1. Prefer machine-readable public endpoints over HTML scraping.
   - First choices: Socrata JSON, ArcGIS REST, USGS/NWS APIs.
   - Treat TWDB/TCEQ hub pages and similar portals as discovery sources first, not primary ingestion targets.

2. Build county summaries before heavy map analytics.
   - Get statewide county rollups working first.
   - Expose county detail + statewide overview APIs.
   - Render honest map layers first (county centroid dot map or point layers), not fake polygons.

3. Normalize county joins aggressively.
   - Reuse `normalizeCountyName()` and `countySlug()`.
   - Support slug inputs like `travis-county` by normalizing hyphens to spaces before title-casing.
   - Do not silently drop unmatched records; keep an unknown/unjoined bucket or note.

4. For Socrata sources, use grouped statewide queries first.
   - Extend query helpers to support `$select`, `$group`, `$order`, `$limit`, `$where`, `$having`.
   - Build county overviews from grouped statewide results, then use county-specific source collectors for detail pages.

5. For spatially heavy sources like FEMA NFHL:
   - Phase 1: metadata + query builder only.
   - Phase 2: county join strategy (county field, point-in-county, or polygon overlay).
   - Do not start with full statewide polygon analytics.

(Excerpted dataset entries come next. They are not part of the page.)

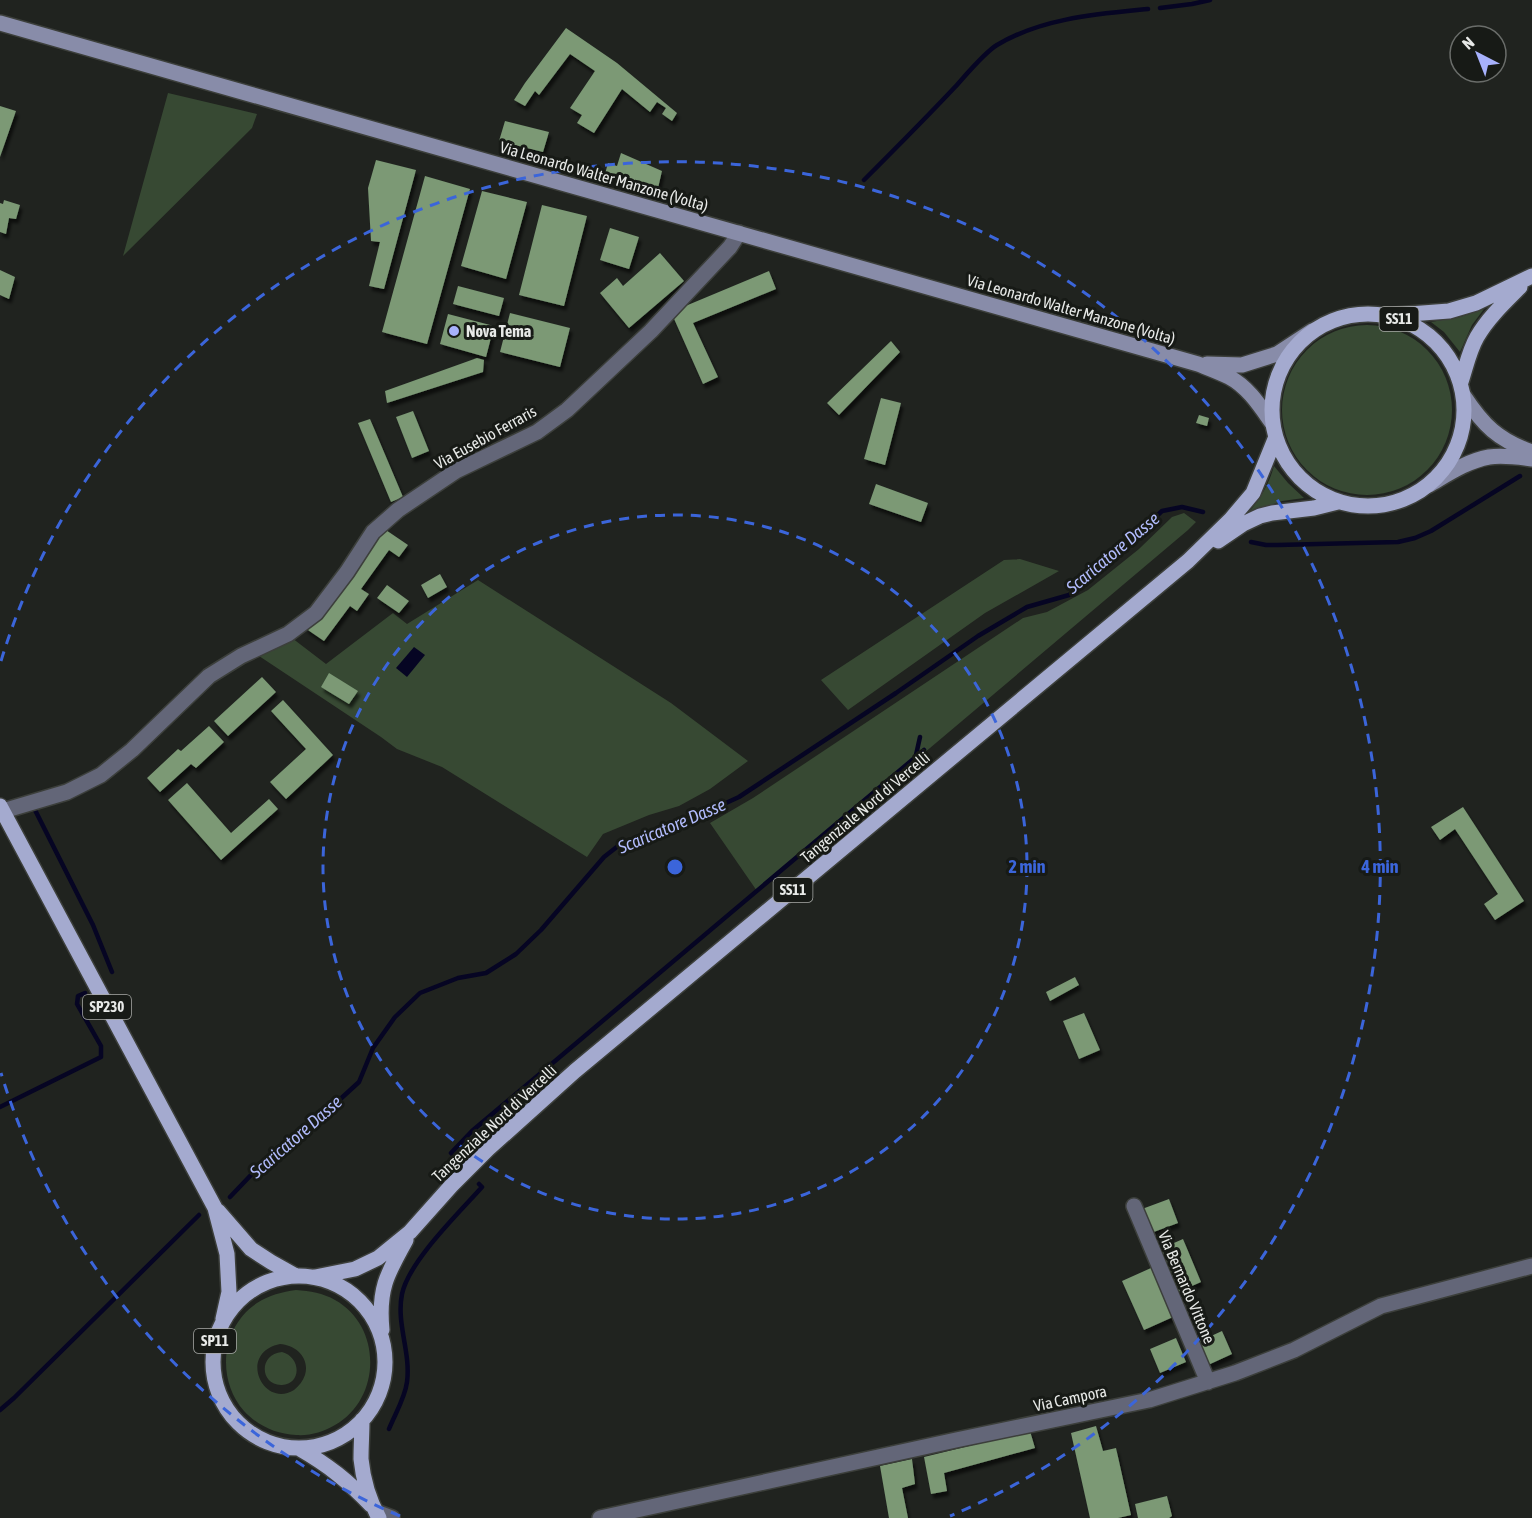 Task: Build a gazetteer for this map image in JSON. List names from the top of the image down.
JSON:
{
  "streets": {
    "main road": [
      "Via Leonardo Walter Manzone (Volta)",
      "SS11",
      "Tangenziale Nord di Vercelli",
      "SP230",
      "SP11"
    ],
    "street": ["Via Eusebio Ferraris", "Via Bernardo Vittone", "Via Campora"]
  },
  "crossings": [
    ["Via Leonardo Walter Manzone (Volta)", "Via Eusebio Ferraris"],
    ["Via Leonardo Walter Manzone (Volta)", "Tangenziale Nord di Vercelli"],
    ["Via Eusebio Ferraris", "SP230"],
    ["Tangenziale Nord di Vercelli", "SP230"],
    ["Tangenziale Nord di Vercelli", "SP11"],
    ["SP230", "SP11"],
    ["Via Bernardo Vittone", "Via Campora"]
  ],
  "water": ["Scaricatore Dasse"],
  "places": ["Nova Tema"],
  "north": "top left",
  "rings": ["2 min", "4 min"]
} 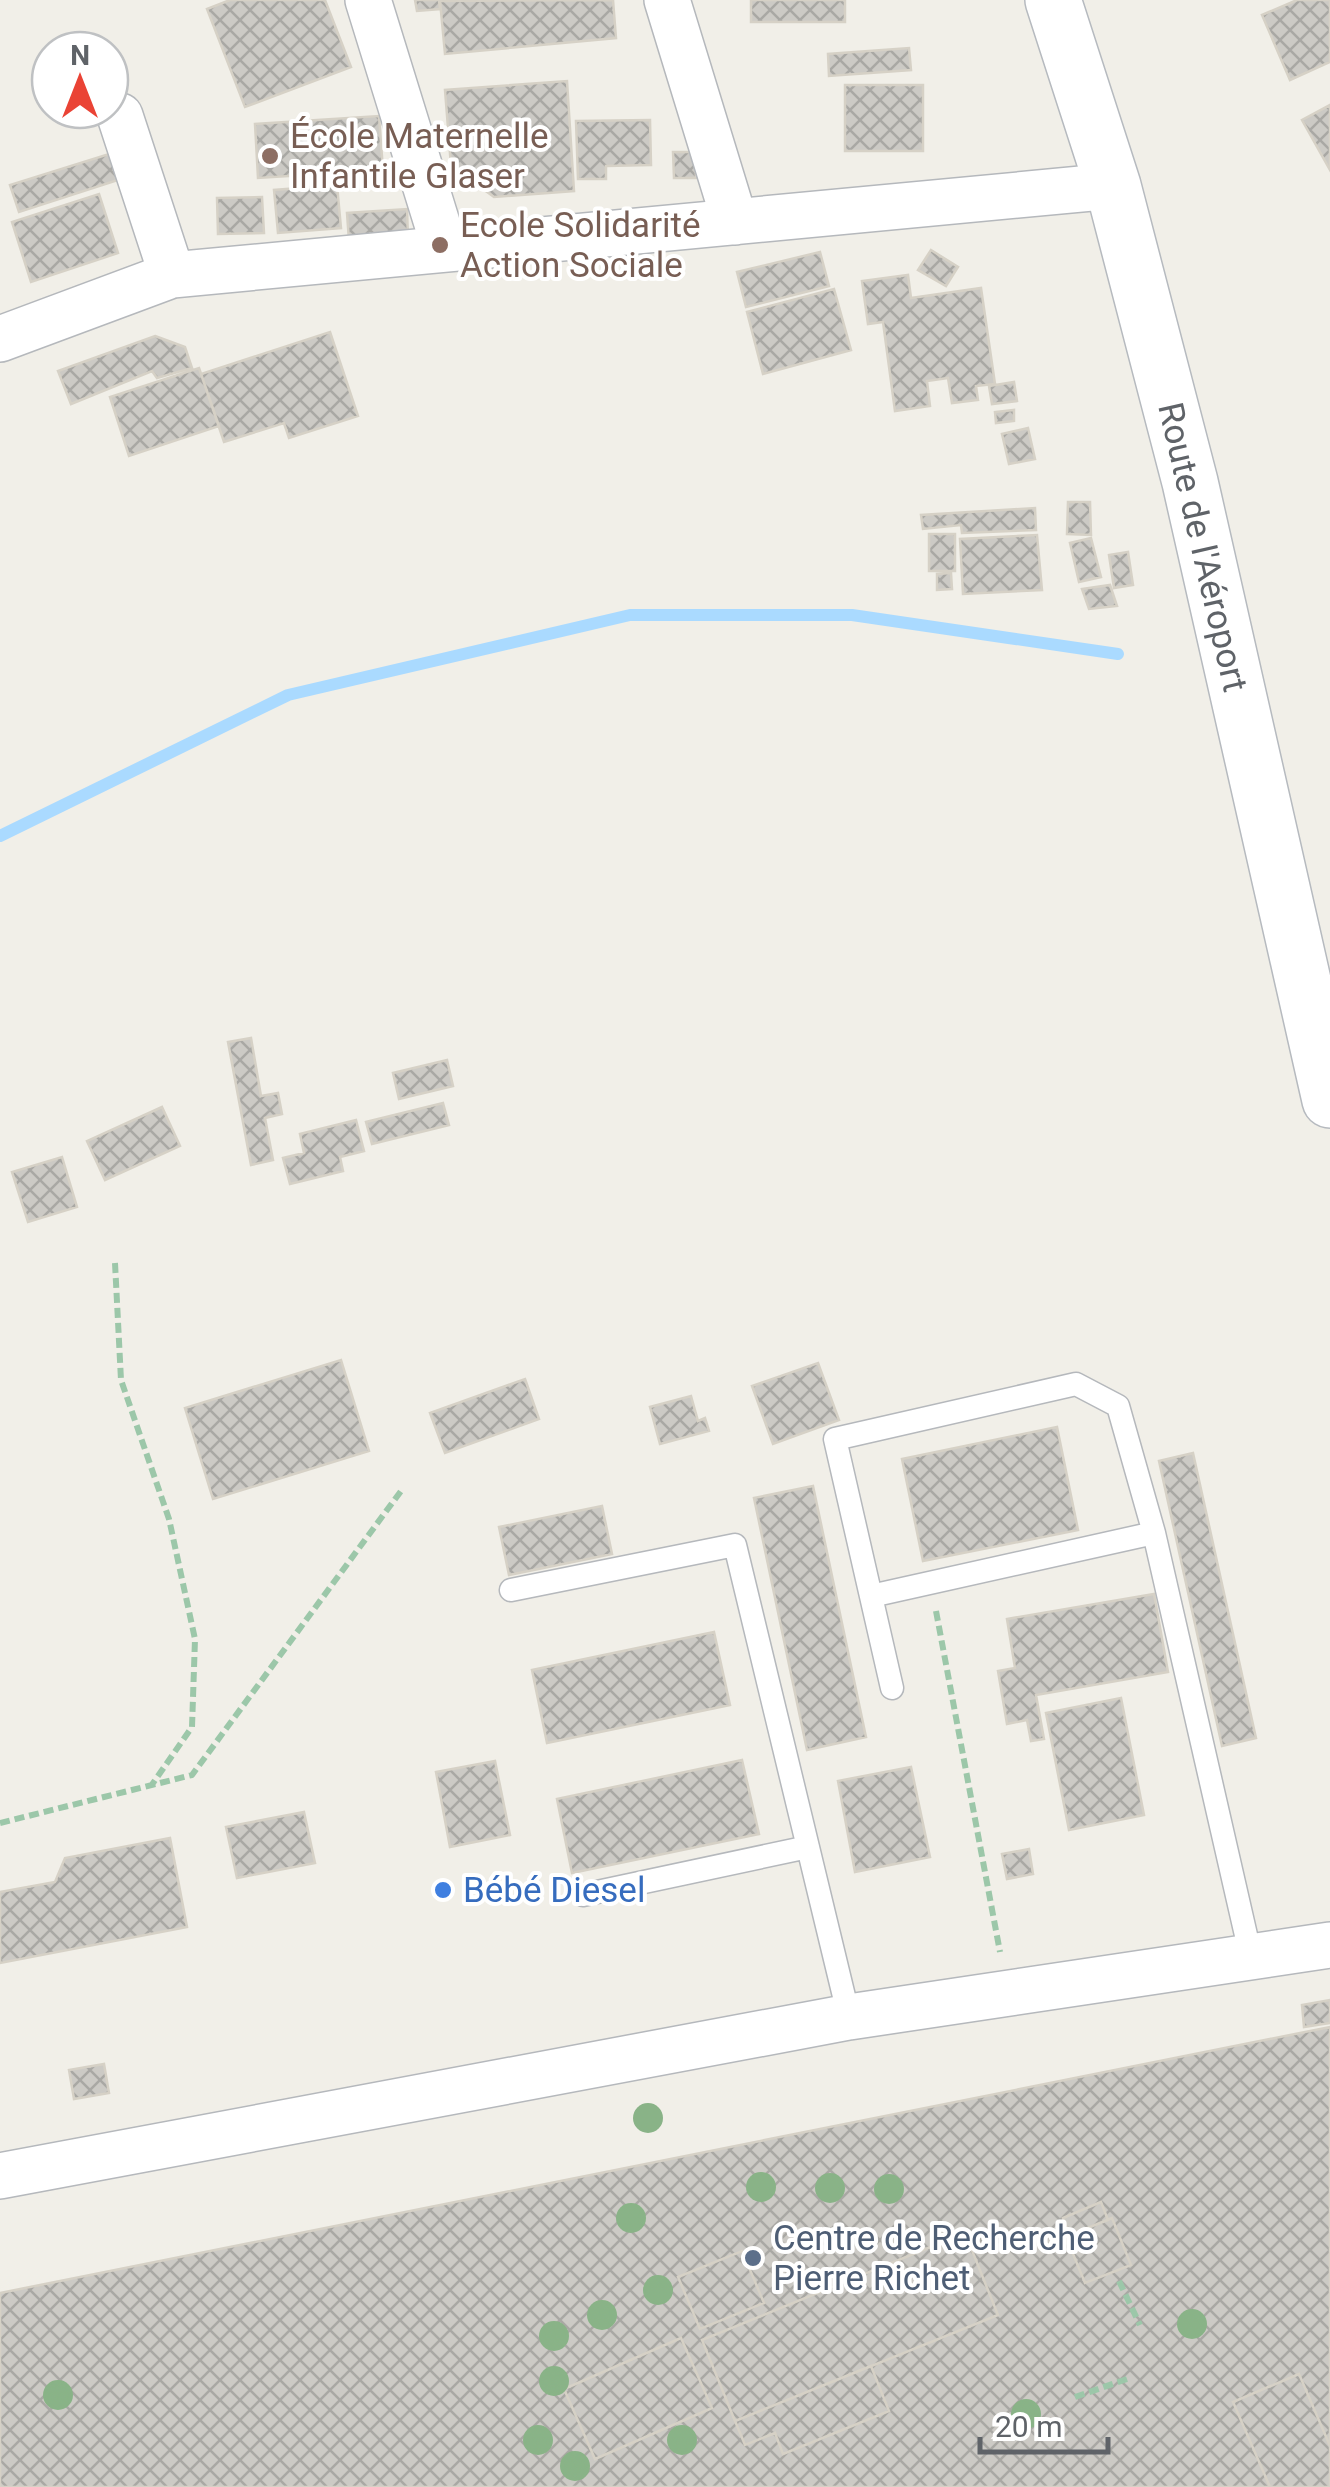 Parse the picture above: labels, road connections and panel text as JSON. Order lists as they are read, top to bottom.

## Proven Atlas TX pattern

### Existing file patterns
- `src/lib/texas-open-data.ts` — grouped Socrata query builder + fetch helpers
- `src/lib/county-data-service.ts` — county detail collector pattern
- `src/lib/atlas-county-explorer.ts` — statewide overview + county breakdown orchestration
- `src/lib/texas-county-centroids.ts` — honest first-pass county map coordinates

### API pattern
Ship two endpoints first:
- `/api/<lane>/overview`
- `/api/<lane>/counties/[slug]`

Overview returns statewide county summaries for map/ranking.
County route returns selected county detail plus source slices/layers.

### UI pattern
- Overview map first
- Ranking table second
- Selected county breakdown cards third

## Implementation order for a new lane

1. Define normalized types in `src/lib/<lane>/types.ts`
2. Add source registry in `src/lib/<lane>/<lane>-source-registry.ts`
3. Add 2-5 adapters for the strongest verified sources
4. Build summary service that merges sources into county summaries
5. Add `/overview` and `/counties/[slug]` routes
6. Add tests before implementation for grouped queries, service merge logic, and routes
7. Add UI after APIs are green

## Water/flood-specific findings

Verified sources that are suitable starting points:
- FEMA NFHL ArcGIS REST: `https://hazards.fema.gov/arcgis/rest/services/public/NFHL/MapServer?f=pjson`
- USGS Texas stream sites: `https://waterservices.usgs.gov/nwis/site/?format=rdb&stateCd=tx&siteType=ST&siteStatus=active`
- NWS active alerts TX: `https://api.weather.gov/alerts/active?area=TX`
- TCEQ sanitary sewer overflows: `https://data.texas.gov/resource/8kc5-95uk.json?$limit=1`
- TCEQ general water permits: `https://data.texas.gov/resource/6pm5-am5m.json?$limit=1`
- Texas water districts: `https://data.texas.gov/resource/hr84-s96f.json?$limit=1`
- TCEQ Water Quality Individual Permits Active/Pending: `https://data.texas.gov/resource/7fq8-wig2.json?$limit=1`

### Texas city open-data discovery lesson

When the user wants municipal open-data discovery for Texas cities, do not assume one portal type.

Current verified split:
- Austin — Socrata (`https://data.austintexas.gov/api/search/views.json?limit=1` works)
- Dallas — Socrata (`https://www.dallasopendata.com/api/search/views.json?q=` works)
- Houston — CKAN (`https://data.houstontx.gov/api/3/action/package_search?rows=1` works)
- San Antonio — CKAN (`https://data.sanantonio.gov/api/3/action/package_search?rows=1` works)

Practical approach:
1. Probe the homepage first to identify the portal family (`Powered by Socrata`, `ckan`, etc.).
2. For Socrata portals, ingest catalog metadata from `/api/search/views.json` and normalize fields from `results[].view`.
3. For CKAN portals, ingest catalog metadata from `/api/3/action/package_search` and normalize from `result.results[]`.
4. Commit one statewide Texas-city snapshot if the file stays under ~5 MB compressed/minified enough for the repo budget.
5. Treat this as catalog metadata only, not row-level dataset ingestion.

Important caveats:
- Socrata catalog counts can include non-tabular assets (views, measures, files, filters), so downstream consumers may need to filter by `assetType`.
- CKAN timestamps may be timezone-qualified and normalize to UTC; expect apparent hour shifts in tests if you compare raw strings.
- Hosted meta-layers like tryopendata.ai may expose docs/UI but still block unauthenticated API probing; fall back to the city portals directly when that happens.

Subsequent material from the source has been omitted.